An important case on human rights in the context of adult social care – carers, look to the effect of your continuing to be willing to shoulder that which the council would otherwise have to meet –
KH has severe mental and physical disabilities. They were summarised in his mother’s witness statement … as follows:
“Cerebral palsy; severe learning difficulties; poorly controlled epilepsy; an extremely erratic sleep pattern; Ataxia with poor co-ordination and fluctuating muscle tone with stiffness on the right side of the body; decreasing mobility over the last 4 years or so; double incontinence; no speech.”
He had been looked after by his mother since birth with some help from outside agencies.
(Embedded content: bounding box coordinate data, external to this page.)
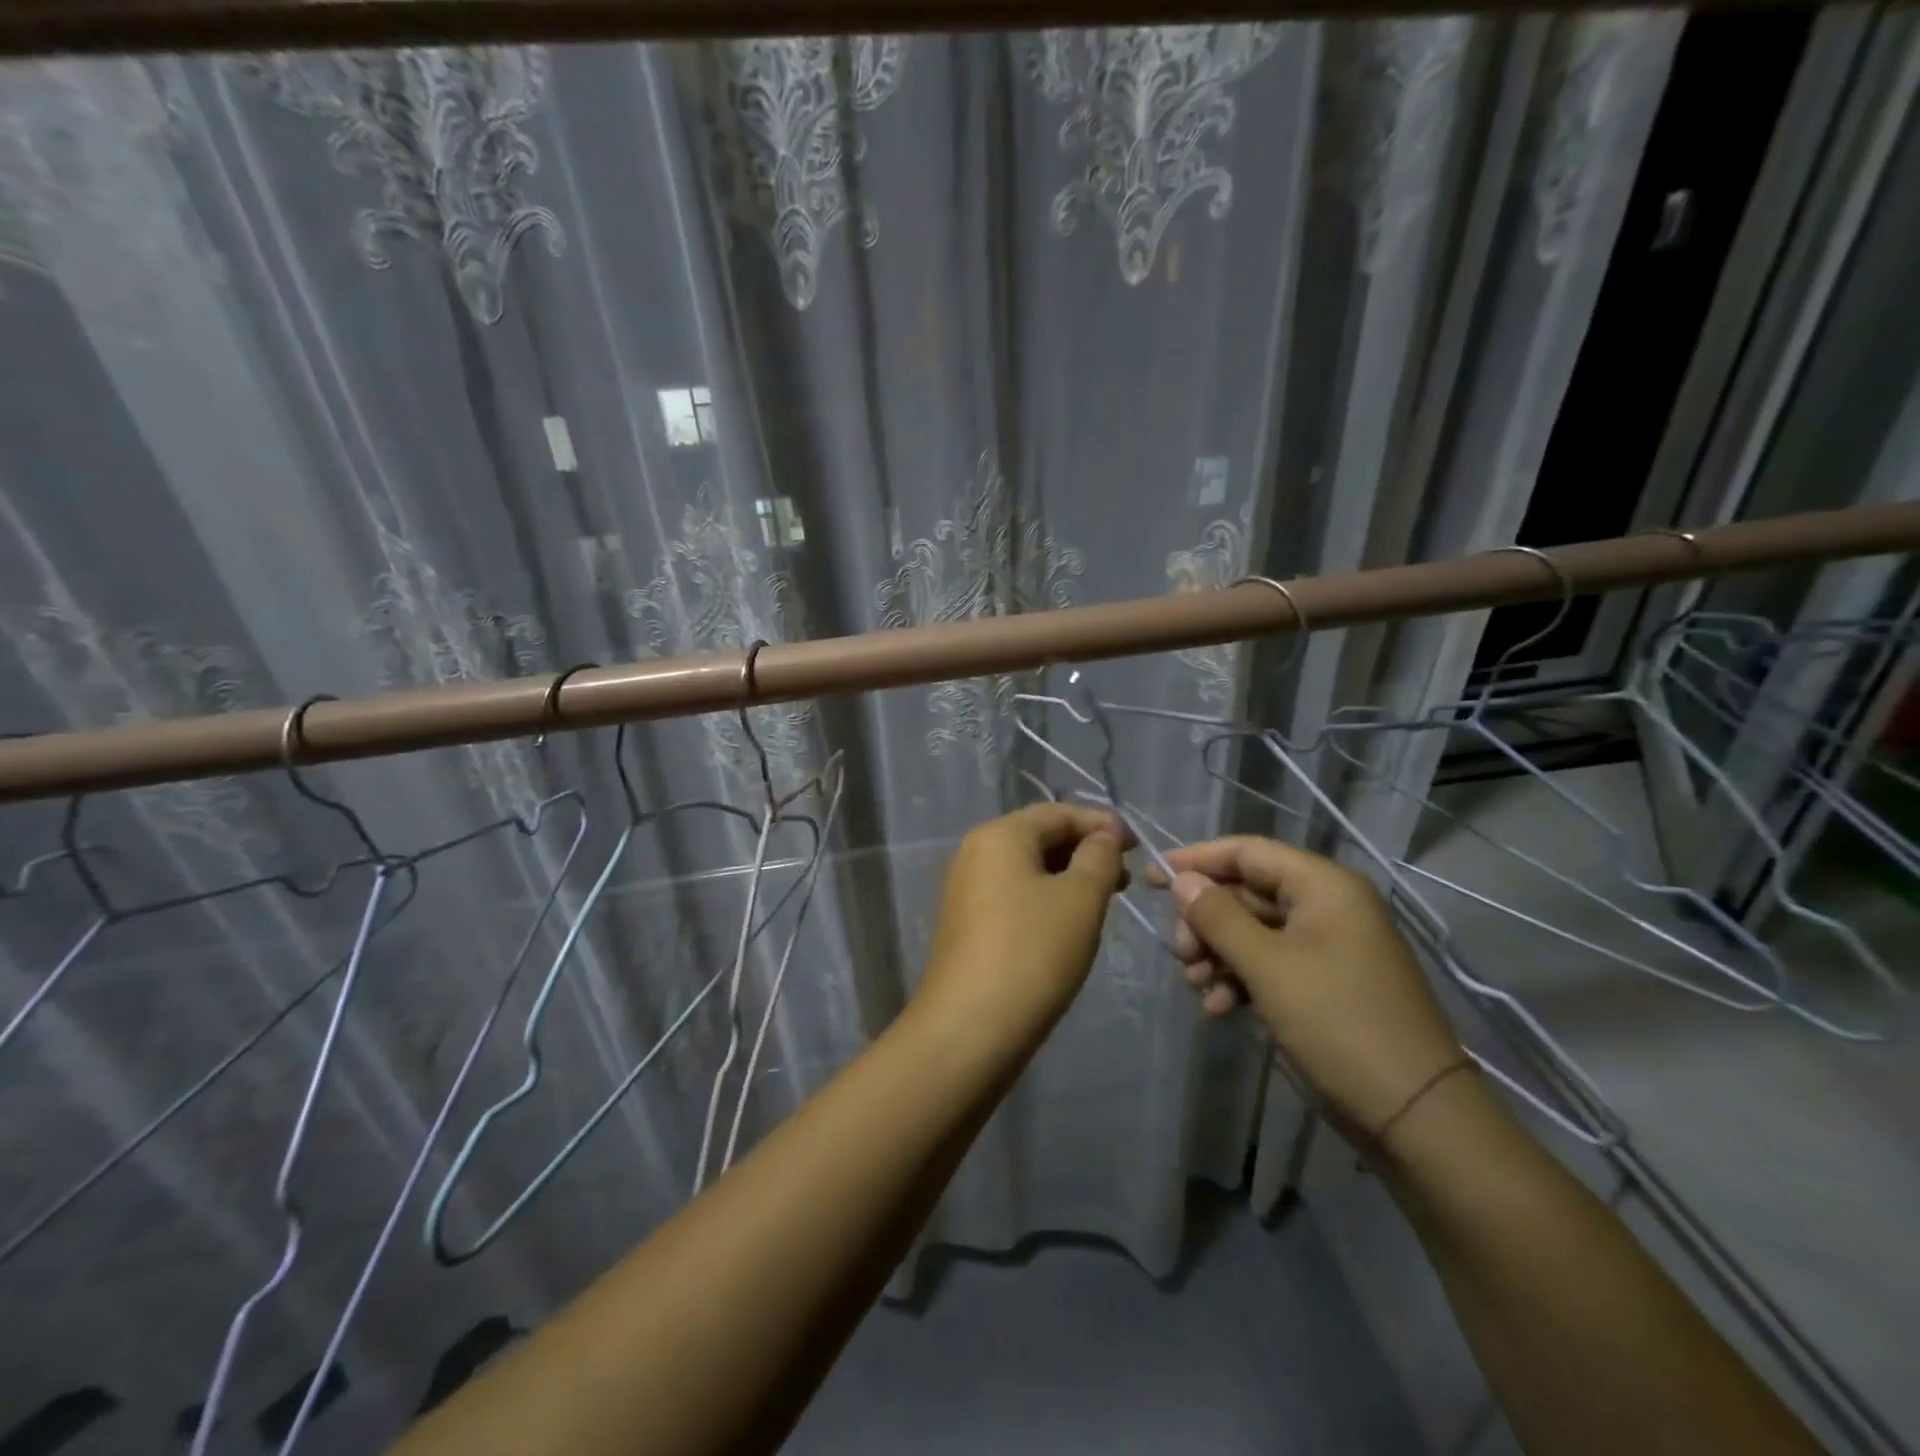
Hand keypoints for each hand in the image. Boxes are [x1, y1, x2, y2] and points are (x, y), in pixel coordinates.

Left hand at [915, 805, 1132, 1036]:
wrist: (970, 1027)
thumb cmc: (1033, 952)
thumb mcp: (1080, 898)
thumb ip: (1099, 857)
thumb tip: (1104, 835)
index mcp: (999, 835)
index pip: (1058, 812)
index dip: (1101, 823)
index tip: (1138, 846)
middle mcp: (975, 852)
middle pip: (1039, 837)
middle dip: (1085, 851)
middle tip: (1125, 877)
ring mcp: (966, 889)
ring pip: (1027, 868)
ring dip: (1068, 876)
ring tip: (1104, 900)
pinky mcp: (966, 923)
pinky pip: (1013, 894)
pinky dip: (1045, 898)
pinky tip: (1069, 923)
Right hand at [1159, 837, 1463, 1136]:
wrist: (1413, 1114)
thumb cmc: (1338, 1023)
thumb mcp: (1268, 966)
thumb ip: (1218, 917)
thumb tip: (1182, 881)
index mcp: (1324, 886)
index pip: (1248, 852)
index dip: (1197, 861)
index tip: (1152, 878)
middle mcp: (1327, 906)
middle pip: (1247, 894)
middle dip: (1206, 921)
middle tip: (1180, 954)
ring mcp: (1327, 946)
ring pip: (1254, 932)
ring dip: (1218, 954)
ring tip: (1194, 985)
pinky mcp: (1324, 983)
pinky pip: (1270, 964)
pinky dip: (1240, 979)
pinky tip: (1218, 1009)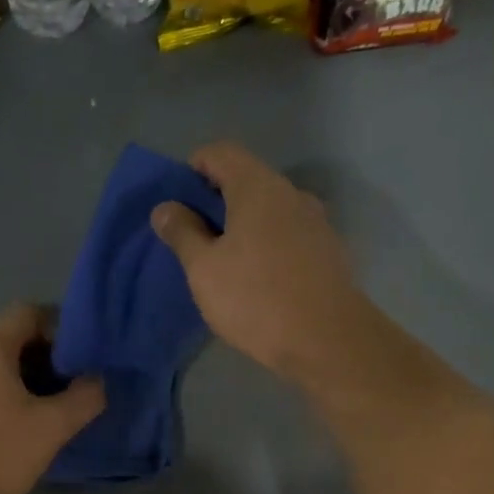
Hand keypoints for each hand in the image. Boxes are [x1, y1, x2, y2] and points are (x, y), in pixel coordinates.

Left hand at [0, 304, 105, 493]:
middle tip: (73, 384)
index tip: (84, 357)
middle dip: (44, 357)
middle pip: (8, 339)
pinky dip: (0, 398)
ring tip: (51, 408)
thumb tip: (98, 381)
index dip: (60, 329)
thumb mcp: (52, 425)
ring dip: (23, 381)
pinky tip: (19, 426)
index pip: (28, 313)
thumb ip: (83, 397)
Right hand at [151, 141, 373, 386]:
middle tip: (193, 240)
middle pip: (246, 181)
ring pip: (268, 211)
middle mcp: (292, 194)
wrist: (327, 340)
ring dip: (242, 227)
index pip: (220, 152)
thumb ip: (182, 233)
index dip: (192, 170)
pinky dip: (266, 246)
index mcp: (258, 187)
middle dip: (216, 202)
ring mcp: (315, 222)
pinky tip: (256, 281)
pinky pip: (287, 236)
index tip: (177, 205)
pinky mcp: (327, 252)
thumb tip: (166, 208)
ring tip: (224, 265)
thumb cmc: (255, 298)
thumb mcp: (204, 269)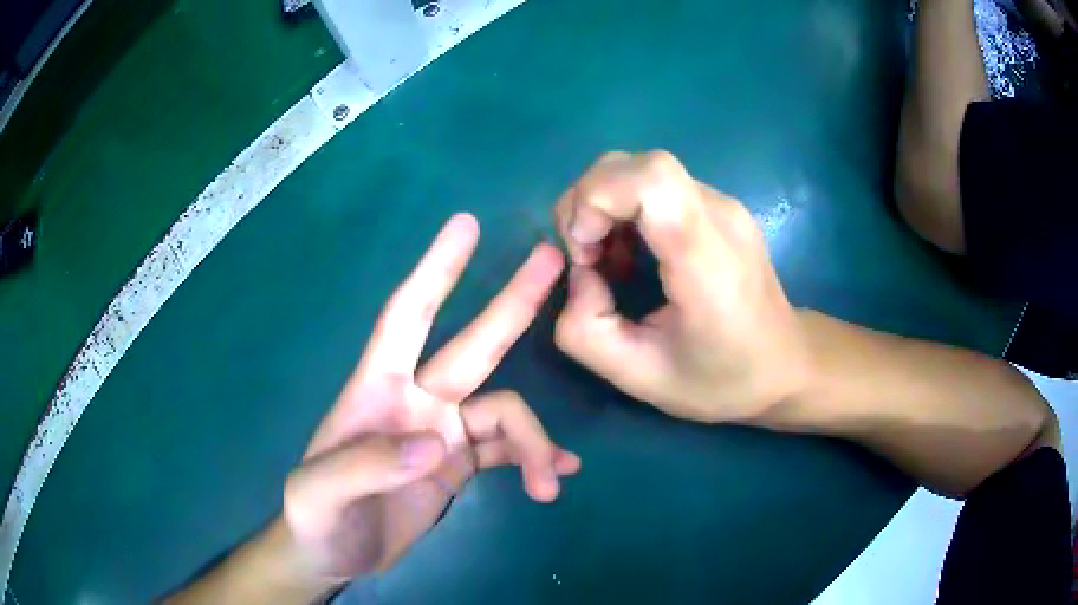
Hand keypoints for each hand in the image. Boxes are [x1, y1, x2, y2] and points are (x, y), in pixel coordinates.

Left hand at [283, 214, 579, 583]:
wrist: (334, 554)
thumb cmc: (317, 516)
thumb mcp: (320, 493)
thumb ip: (366, 465)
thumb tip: (435, 445)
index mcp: (377, 390)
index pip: (405, 317)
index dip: (434, 271)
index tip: (465, 225)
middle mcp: (417, 401)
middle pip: (473, 347)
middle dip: (511, 304)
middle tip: (552, 260)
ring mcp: (443, 433)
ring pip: (504, 414)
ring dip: (534, 442)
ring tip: (552, 481)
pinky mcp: (459, 466)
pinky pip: (508, 451)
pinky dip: (536, 457)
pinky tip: (559, 474)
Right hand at [552, 150, 809, 423]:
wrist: (784, 364)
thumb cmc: (720, 380)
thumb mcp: (638, 378)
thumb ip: (584, 330)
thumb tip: (577, 273)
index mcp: (707, 261)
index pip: (652, 179)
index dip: (597, 197)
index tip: (585, 250)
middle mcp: (720, 215)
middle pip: (639, 165)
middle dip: (590, 201)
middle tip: (588, 257)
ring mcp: (724, 204)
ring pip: (643, 169)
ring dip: (605, 204)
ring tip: (608, 259)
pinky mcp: (719, 206)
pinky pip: (658, 185)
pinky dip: (626, 208)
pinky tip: (633, 253)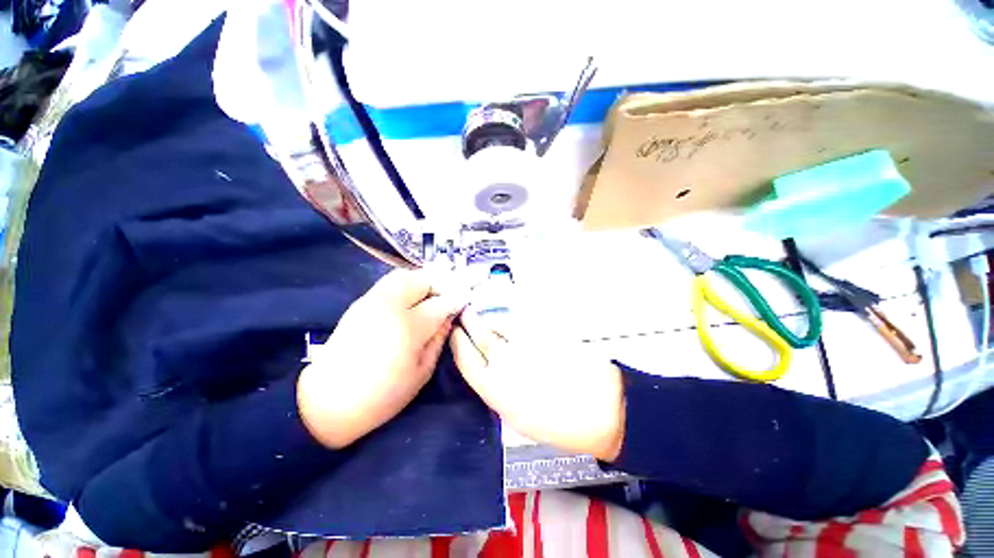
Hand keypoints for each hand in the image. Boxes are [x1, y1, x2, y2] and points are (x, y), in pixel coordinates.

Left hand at [297, 269, 466, 448]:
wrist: (327, 403)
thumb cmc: (382, 396)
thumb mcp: (421, 372)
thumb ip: (438, 339)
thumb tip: (449, 317)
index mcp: (408, 328)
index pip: (440, 303)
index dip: (455, 300)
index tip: (465, 300)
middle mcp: (389, 306)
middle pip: (421, 280)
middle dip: (440, 283)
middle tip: (449, 294)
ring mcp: (371, 301)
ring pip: (403, 275)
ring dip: (422, 280)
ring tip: (432, 294)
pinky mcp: (359, 303)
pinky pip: (388, 283)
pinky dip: (406, 284)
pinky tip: (412, 298)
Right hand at [450, 309, 625, 460]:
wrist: (600, 408)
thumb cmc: (559, 424)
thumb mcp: (517, 417)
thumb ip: (497, 389)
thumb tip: (488, 368)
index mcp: (494, 389)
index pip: (465, 358)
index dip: (457, 342)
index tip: (454, 332)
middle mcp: (504, 361)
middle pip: (480, 334)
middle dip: (468, 321)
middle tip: (464, 313)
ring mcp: (524, 343)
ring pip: (499, 323)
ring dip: (489, 317)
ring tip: (484, 313)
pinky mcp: (542, 331)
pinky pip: (519, 318)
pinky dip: (510, 314)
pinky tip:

He lived with his mother in a 3 bedroom semi-detached house which is and had been for some time acknowledged to be unsuitable for his needs. His mother on his behalf had sought assistance from Liverpool City Council to assess his needs for accommodation and welfare services. She claimed that Liverpool’s response has been so inadequate as to be unlawful and/or has put the authority in breach of its statutory duties owed to him which on his behalf she can seek to have enforced by judicial review.
The judge held as follows:
“The duty [to provide care and accommodation that is suitable to his needs] had been owed to the claimant under section 21 since 6th April 2003. It will not be discharged at the earliest until August 2005. It should have been discharged long before… By failing to remedy what [was] identified as “a crisis situation” before now, Liverpool, despite their honest efforts, have in fact been in breach of the duty today owed to the claimant under section 21, and I so declare.”
He then made an order for some urgent respite under the precursor provisions for welfare services and home care before the Care Act was the law.
The judge said this, because damages were claimed.
I now turn to the claim for damages made by the claimant under section 8 of the Human Rights Act. The claim is said to be for infringement of his rights under article 8 of the European Convention of Human Rights. Article 8 provides:
“Right to respect the private and family life.
“(1). Everyone has the right to respect for his private and family life, his home and his correspondence.
“(2). There shall be no interference by a public authority with the exercise of this right except such
as is in accordance with the law
and is necessary in a democratic society in the interests of
public safety or the economic well-being of the country,
for the prevention of disorder or crime,
for the protection of health or morals, or
for the protection of the rights and freedoms of others.”
Accepting, without deciding, that Article 8 imposed on Liverpool a positive duty to promote the claimant’s private and family life, I am not satisfied that it has acted so as to be in breach of that right.
The claimant’s private and family life have been protected and promoted by the efforts principally of his mother but supplemented by carers paid for by Liverpool. Subject to the limitations necessarily imposed upon the claimant by his disabilities, he has been able to enjoy his private and family life. It is true that his mother has identified respects in which protection of his dignity and personal integrity would be improved were suitable accommodation to be provided. But in all other respects, as far as I can tell from the documents that I have read and the submissions that have been made to me, the limitations imposed upon his enjoyment of private and family life stem from his own condition.
The burden imposed on his mother has been very great, even intolerable.
But it is not she who is the claimant.
As a result of her efforts, the impact upon the claimant’s private and family life of Liverpool’s shortcomings in fulfilment of its statutory duties has been reduced to a level at which his rights have not been infringed.
In any event, I am not satisfied that the high threshold identified by Lord Woolf LCJ in R (Anufrijeva) v Southwark LBC  QB 1124 at paragraph 43 has been crossed. Nor do I think it is necessary to achieve just satisfaction of the claimant’s claim that damages should be awarded. I refer to Lord Woolf’s analysis of the circumstances in which damages may be awarded in paragraph 55 of that decision.
It is possible that in the future matters may be different if despite this judgment Liverpool do not fulfil its duties under sections 21 and 29 of the 1948 Act so that the claimant’s rights under Article 8 become infringed. This may well be so if for example his mother is unable to continue to provide the care that she does owing to her own difficulties, and her efforts are not adequately substituted by Liverpool. But that is a matter for the future if and when it arises.
For those reasons, the application for judicial review succeeds to the extent that I have indicated. The claim for damages for breach of Article 8 fails. I will hear counsel on the detail of any consequential orders.